Dysarthria is characterized by a great variability of language (intra and inter-users) and this, together with the very scarce availability of speech contributions of people with dysarthria, causes a very low level of understanding by the virtual assistants. Consequently, users with dysarthria and motor disabilities, who would find it very useful to exploit the services of virtual assistants, cannot use them. The “CapisciAMe” project uses supervised machine learning to create highly customized on-edge speech recognition solutions for users with dysarthria. These speaker-dependent techniques allow to recognize a limited set of words when they are spoken by those who have contributed, with their voice, to the training of the artificial intelligence system.

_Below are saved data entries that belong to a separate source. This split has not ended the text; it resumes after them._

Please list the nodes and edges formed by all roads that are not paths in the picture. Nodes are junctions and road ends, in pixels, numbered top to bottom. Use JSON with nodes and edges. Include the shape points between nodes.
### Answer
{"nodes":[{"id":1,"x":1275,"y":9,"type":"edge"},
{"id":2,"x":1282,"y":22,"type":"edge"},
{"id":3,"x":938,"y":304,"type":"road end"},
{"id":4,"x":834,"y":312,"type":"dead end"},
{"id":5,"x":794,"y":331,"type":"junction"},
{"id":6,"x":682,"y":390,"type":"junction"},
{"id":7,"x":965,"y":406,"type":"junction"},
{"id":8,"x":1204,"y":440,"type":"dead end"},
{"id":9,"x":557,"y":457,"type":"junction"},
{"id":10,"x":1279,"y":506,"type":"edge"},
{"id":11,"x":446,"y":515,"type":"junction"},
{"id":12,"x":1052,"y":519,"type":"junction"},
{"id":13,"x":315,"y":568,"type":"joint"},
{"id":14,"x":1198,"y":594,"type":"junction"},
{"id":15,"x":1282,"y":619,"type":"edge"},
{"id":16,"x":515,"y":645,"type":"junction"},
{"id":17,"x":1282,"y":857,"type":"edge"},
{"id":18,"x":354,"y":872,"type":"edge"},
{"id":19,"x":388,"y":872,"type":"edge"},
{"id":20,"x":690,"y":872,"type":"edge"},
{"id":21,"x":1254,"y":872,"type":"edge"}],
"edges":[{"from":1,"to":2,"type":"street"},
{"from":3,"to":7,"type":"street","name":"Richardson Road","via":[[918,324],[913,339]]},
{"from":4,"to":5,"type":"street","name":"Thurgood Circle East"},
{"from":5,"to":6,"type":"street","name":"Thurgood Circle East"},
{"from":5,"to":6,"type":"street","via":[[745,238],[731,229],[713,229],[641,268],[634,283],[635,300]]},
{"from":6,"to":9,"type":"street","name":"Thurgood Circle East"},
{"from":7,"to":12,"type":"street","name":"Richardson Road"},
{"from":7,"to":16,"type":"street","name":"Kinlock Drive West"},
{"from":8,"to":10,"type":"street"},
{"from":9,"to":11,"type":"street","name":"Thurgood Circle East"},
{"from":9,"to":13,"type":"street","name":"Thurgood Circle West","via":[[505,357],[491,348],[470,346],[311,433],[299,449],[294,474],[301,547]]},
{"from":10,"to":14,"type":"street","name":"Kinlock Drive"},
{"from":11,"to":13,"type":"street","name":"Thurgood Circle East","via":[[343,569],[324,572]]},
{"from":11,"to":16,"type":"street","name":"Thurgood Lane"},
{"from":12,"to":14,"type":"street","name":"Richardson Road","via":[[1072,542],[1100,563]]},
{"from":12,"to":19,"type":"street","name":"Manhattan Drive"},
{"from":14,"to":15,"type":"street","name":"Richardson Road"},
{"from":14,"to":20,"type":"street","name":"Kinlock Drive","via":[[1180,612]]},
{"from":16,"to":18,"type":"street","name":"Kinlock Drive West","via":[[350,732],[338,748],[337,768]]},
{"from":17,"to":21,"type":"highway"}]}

To make it easier to collect the items, a mobile app was developed, called “CapisciAMe”, available for free on the Google Play Store. With it, people with dysarthria use a smartphone to record their vocal samples, in a guided and as easy as possible way. These will be used for the training of specialized neural networks on which recognition is then based. Currently the supported languages are Italian and English, but it can potentially be extended to other languages. The voice model has been integrated with OpenHab, an open source framework for smart homes running on Raspberry systems, in order to use recognized words to control smart home elements. Similar results have been achieved through its integration with Google Assistant. Currently, the real-time on-edge voice recognition system is being further implemented on embedded platforms in which voice is experimented to interact with video games and simple robots.